== WORK TO BE COMPLETED ==
Could you show all lines in the entries below that contain the string "YAYÁ"?

== GIVEN DATA ==

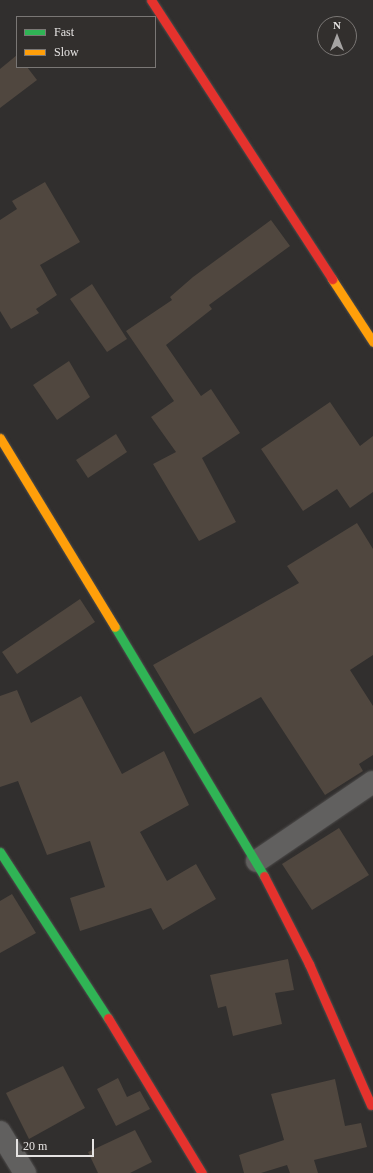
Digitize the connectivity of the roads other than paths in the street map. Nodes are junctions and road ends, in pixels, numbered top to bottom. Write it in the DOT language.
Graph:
graph roads {
  1 [pos="151,0"];
  2 [pos="373,342"];
  3 [pos="0,438"];
  4 [pos="373,782"];
  5 [pos="0,852"];
  6 [pos="257,861"];
  7 [pos="371,1105"];
  8 [pos="0,1132"];
  9 [pos="25,1173"];
  10 [pos="202,1173"];
  1 -- 2 [label="street"];
  3 -- 6 [label="street"];
  4 -- 6 [label="street"];
  5 -- 10 [label="street"];
  6 -- 7 [label="street"];
  8 -- 9 [label="street"];
}
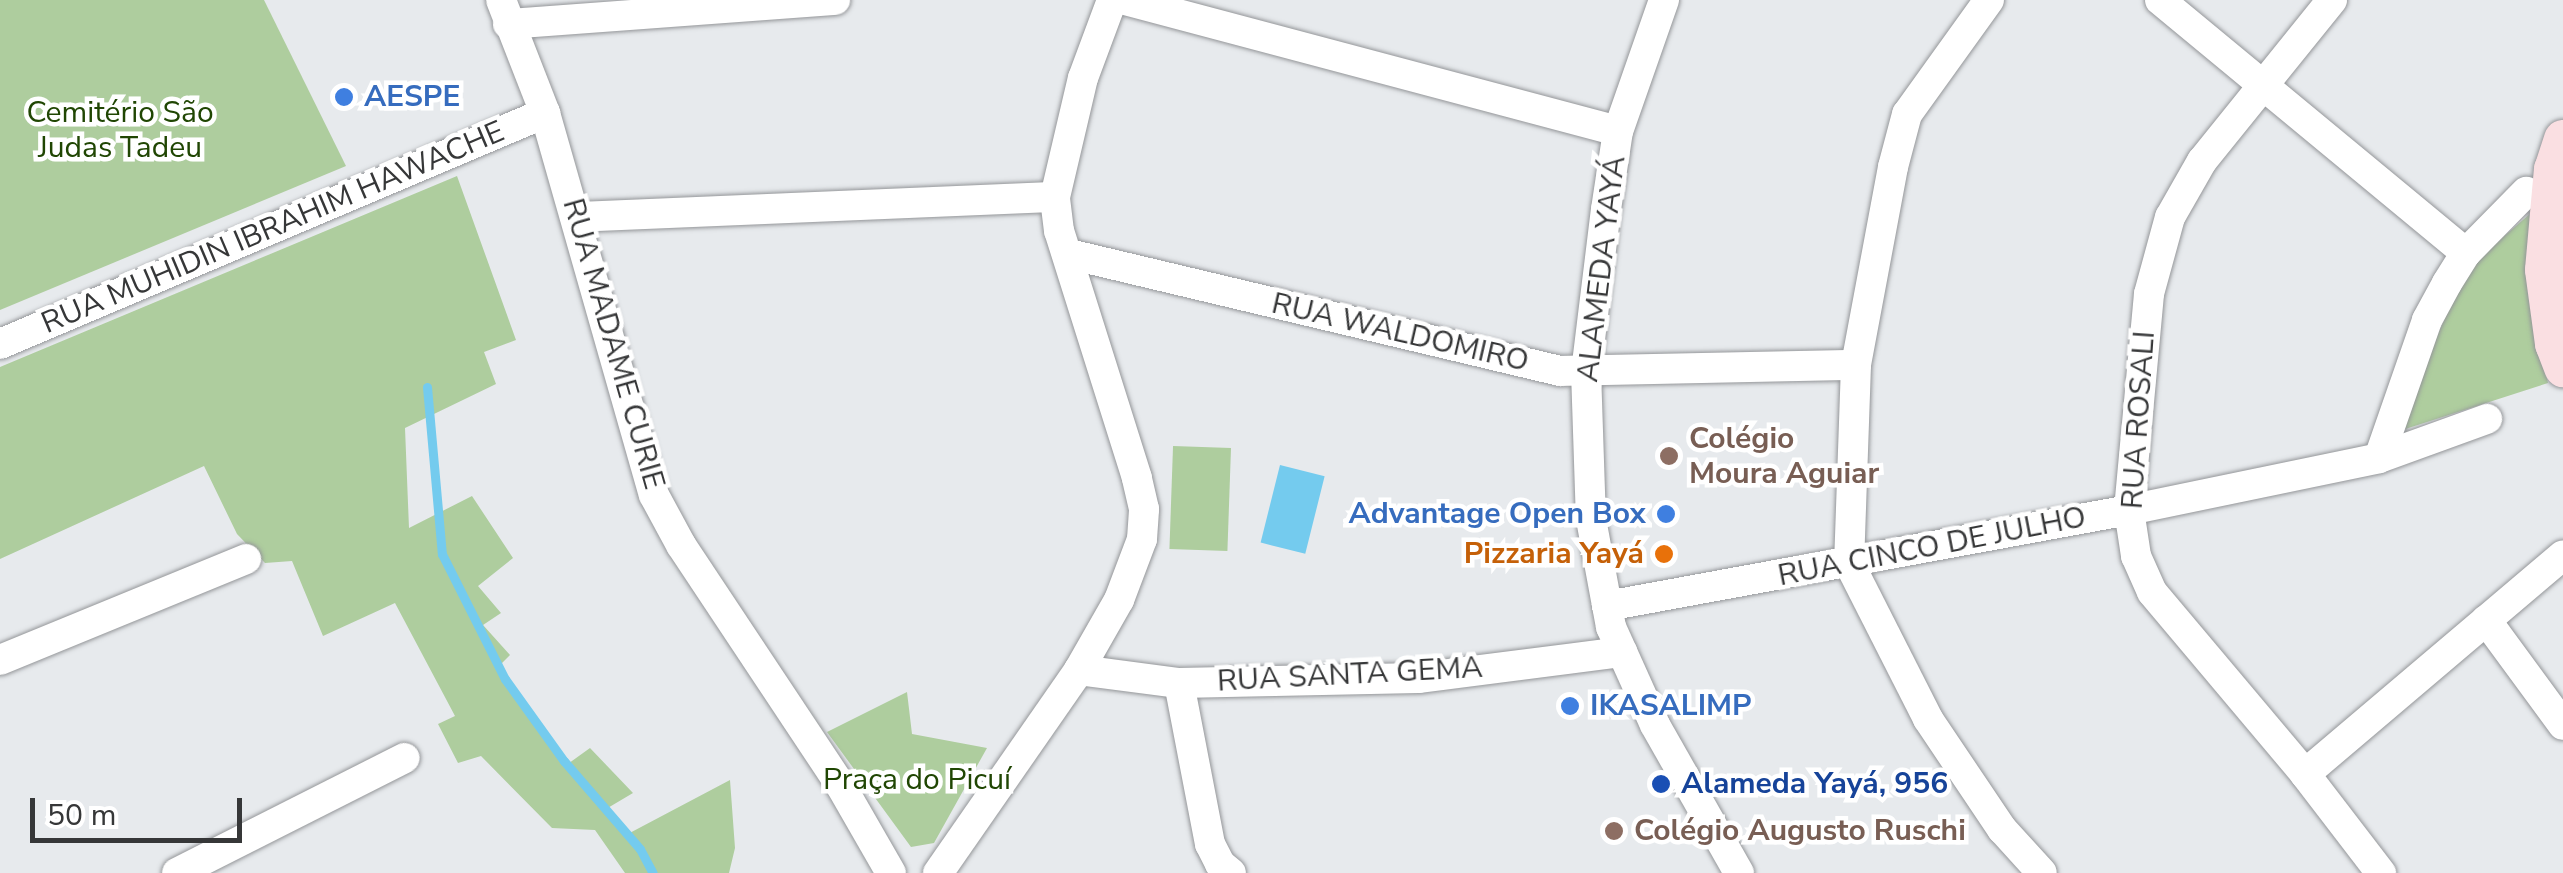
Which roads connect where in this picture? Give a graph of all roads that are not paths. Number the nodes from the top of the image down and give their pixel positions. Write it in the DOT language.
graph roads {
  1 [pos="835,0"];
  2 [pos="1112,0"];
  3 [pos="1126,0"];
  4 [pos="1664,0"];
  5 [pos="1988,0"];
  6 [pos="2160,0"];
  7 [pos="2332,0"];
  8 [pos="504,12"];
  9 [pos="2262,82"];
  10 [pos="545,112"];
  11 [pos="1618,131"];
  12 [pos="2563,139"];
  13 [pos="2526,192"];
  14 [pos="1055,197"];
  15 [pos="576,218"];
  16 [pos="2466,253"];
  17 [pos="1069,254"];
  18 [pos="0,344"];
  19 [pos="1856,366"];
  20 [pos="2563,368"];
  21 [pos="1586,371"];
  22 [pos="2487,419"];
  23 [pos="2380,458"];
  24 [pos="2128,510"];
  25 [pos="2563,556"];
  26 [pos="246,560"];
  27 [pos="1849,562"];
  28 [pos="1607,606"];
  29 [pos="2486,620"];
  30 [pos="1622,652"];
  31 [pos="0,660"];
  32 [pos="1079,670"];
  33 [pos="1179,683"];
  34 [pos="2563,726"];
  35 [pos="405,758"];
  36 [pos="2305,774"];
  37 [pos="177,873"];
  38 [pos="891,873"];
  39 [pos="938,873"];
  40 [pos="1231,873"];
  41 [pos="1739,873"];
  42 [pos="2042,873"];
  43 [pos="2381,873"];
  1 -- 8 [label="street"];
  2 -- 14 [label="street"];
  3 -- 11 [label="street"];
  4 -- 11 [label="street, ALAMEDA YAYÁ"];
  5 -- 19 [label="street"];
  6 -- 9 [label="street"];
  7 -- 9 [label="street, RUA ROSALI"];
  8 -- 10 [label="street, RUA MADAME CURIE"];
  9 -- 16 [label="street"];
  9 -- 24 [label="street, RUA ROSALI"];
  10 -- 15 [label="street, RUA MADAME CURIE"];
  10 -- 18 [label="street, RUA MUHIDIN IBRAHIM HAWACHE"];
  11 -- 21 [label="street, ALAMEDA YAYÁ"];
  12 -- 20 [label="main road"];
  13 -- 16 [label="street"];
  14 -- 15 [label="street"];
  14 -- 17 [label="street"];
  15 -- 38 [label="street, RUA MADAME CURIE"];
  16 -- 23 [label="street"];
  17 -- 21 [label="street, RUA WALDOMIRO"];
  17 -- 32 [label="street"];
  19 -- 21 [label="street, RUA WALDOMIRO"];
  19 -- 27 [label="street"];
  21 -- 28 [label="street, ALAMEDA YAYÁ"];
  22 -- 23 [label="street, RUA CINCO DE JULHO"];
  23 -- 24 [label="street, RUA CINCO DE JULHO"];
  24 -- 27 [label="street, RUA CINCO DE JULHO"];
  24 -- 36 [label="street, RUA ROSALI"];
  25 -- 29 [label="street"];
  26 -- 31 [label="street"];
  27 -- 28 [label="street, RUA CINCO DE JULHO"];
  27 -- 42 [label="street"];
  28 -- 30 [label="street, ALAMEDA YAYÁ"];
  29 -- 34 [label="street"];
  29 -- 36 [label="street"];
  30 -- 33 [label="street, RUA SANTA GEMA"];
  30 -- 41 [label="street, ALAMEDA YAYÁ"];
  32 -- 33 [label="street, RUA SANTA GEMA"];
  32 -- 39 [label="street"];
  33 -- 40 [label="street"];
  35 -- 37 [label="street"];
  36 -- 43 [label="street, RUA ROSALI"];
}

== SOLUTION TO THIS PROBLEM ==
  4 -- 11 [label="street, ALAMEDA YAYÁ"];
  11 -- 21 [label="street, ALAMEDA YAYÁ"];
  21 -- 28 [label="street, ALAMEDA YAYÁ"];
  28 -- 30 [label="street, ALAMEDA YAYÁ"];
  30 -- 41 [label="street, ALAMEDA YAYÁ"];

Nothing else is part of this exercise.